Task statement » Report every line of the records below that contains the word "junctions".

-=-=-=-=-

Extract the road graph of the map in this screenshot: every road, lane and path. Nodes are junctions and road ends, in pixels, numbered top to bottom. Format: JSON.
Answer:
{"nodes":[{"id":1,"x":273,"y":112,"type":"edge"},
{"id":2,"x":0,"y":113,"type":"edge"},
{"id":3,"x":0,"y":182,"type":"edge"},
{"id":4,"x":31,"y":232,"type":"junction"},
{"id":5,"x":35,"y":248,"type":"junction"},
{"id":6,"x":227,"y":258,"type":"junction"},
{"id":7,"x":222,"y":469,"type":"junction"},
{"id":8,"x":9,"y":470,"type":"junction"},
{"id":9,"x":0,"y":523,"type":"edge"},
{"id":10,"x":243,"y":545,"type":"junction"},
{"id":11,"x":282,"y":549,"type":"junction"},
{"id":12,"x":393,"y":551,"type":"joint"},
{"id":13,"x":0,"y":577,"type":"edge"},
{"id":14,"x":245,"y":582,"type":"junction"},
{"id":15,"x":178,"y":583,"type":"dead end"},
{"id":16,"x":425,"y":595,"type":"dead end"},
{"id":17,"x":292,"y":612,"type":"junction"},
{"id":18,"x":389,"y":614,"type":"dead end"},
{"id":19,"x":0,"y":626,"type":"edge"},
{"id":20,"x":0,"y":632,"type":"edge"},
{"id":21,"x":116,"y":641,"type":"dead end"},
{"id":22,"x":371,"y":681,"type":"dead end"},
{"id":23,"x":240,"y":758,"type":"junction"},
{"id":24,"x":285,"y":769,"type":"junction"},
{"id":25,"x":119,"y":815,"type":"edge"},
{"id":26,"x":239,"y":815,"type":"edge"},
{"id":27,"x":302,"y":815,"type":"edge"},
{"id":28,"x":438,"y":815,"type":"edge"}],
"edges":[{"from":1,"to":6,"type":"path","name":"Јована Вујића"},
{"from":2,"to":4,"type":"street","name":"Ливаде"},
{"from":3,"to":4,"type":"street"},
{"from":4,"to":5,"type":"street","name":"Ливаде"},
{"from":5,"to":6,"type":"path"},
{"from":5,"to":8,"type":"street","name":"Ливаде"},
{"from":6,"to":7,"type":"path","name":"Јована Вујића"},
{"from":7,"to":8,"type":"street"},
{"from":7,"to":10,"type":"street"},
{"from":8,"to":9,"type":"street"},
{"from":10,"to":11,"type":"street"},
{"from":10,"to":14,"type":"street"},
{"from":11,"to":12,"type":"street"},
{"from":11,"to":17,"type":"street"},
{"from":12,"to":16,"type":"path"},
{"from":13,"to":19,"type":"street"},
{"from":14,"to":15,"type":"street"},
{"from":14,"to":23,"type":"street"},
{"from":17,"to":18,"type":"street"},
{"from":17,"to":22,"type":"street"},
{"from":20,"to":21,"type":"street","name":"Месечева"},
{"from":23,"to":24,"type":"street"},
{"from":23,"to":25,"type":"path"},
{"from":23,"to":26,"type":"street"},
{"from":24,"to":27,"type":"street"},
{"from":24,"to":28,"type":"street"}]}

-=-=-=-=-

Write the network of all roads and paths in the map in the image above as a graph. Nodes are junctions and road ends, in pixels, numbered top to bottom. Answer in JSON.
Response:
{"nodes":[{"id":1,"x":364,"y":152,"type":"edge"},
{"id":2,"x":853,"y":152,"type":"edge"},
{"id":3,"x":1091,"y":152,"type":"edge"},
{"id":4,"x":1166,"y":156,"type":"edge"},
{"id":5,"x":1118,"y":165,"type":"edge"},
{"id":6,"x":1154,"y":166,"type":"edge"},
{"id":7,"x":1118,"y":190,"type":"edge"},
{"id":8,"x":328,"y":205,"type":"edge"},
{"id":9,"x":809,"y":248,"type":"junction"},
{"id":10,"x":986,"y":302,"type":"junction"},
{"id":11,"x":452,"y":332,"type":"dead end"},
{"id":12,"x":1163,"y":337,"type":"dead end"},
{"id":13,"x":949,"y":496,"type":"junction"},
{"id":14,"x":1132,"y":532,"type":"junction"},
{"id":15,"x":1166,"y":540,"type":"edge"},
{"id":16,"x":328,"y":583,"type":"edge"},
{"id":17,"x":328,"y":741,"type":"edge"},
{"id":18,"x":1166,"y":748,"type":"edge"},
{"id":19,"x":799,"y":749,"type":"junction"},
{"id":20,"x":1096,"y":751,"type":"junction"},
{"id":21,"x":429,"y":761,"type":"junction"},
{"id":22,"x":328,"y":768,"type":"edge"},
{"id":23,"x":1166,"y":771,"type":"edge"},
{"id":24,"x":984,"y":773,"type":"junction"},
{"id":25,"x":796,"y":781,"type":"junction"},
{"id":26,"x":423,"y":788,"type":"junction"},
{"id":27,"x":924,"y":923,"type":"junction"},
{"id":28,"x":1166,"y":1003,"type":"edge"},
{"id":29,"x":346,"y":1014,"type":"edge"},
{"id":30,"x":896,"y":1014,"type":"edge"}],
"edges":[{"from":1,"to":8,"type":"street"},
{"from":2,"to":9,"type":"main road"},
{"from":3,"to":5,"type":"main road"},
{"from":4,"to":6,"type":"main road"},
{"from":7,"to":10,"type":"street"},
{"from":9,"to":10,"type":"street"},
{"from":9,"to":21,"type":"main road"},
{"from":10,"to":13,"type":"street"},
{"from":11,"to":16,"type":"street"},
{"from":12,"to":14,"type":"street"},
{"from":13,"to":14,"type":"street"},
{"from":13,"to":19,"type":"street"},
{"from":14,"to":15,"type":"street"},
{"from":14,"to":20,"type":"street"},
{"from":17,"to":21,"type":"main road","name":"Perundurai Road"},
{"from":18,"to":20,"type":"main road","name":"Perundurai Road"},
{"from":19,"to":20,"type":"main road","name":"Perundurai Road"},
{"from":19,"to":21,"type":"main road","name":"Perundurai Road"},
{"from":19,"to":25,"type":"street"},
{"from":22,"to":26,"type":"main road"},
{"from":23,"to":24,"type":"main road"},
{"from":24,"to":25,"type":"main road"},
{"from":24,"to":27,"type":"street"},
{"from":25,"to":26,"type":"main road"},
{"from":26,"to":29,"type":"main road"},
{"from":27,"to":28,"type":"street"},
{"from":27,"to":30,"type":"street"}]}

-=-=-=-=-

Solution to the problem »
Extract the road graph of the map in this screenshot: every road, lane and path. Nodes are junctions and road ends, in pixels, numbered top to bottom. Format: JSON.
Write the network of all roads and paths in the map in the image above as a graph. Nodes are junctions and road ends, in pixels, numbered top to bottom. Answer in JSON.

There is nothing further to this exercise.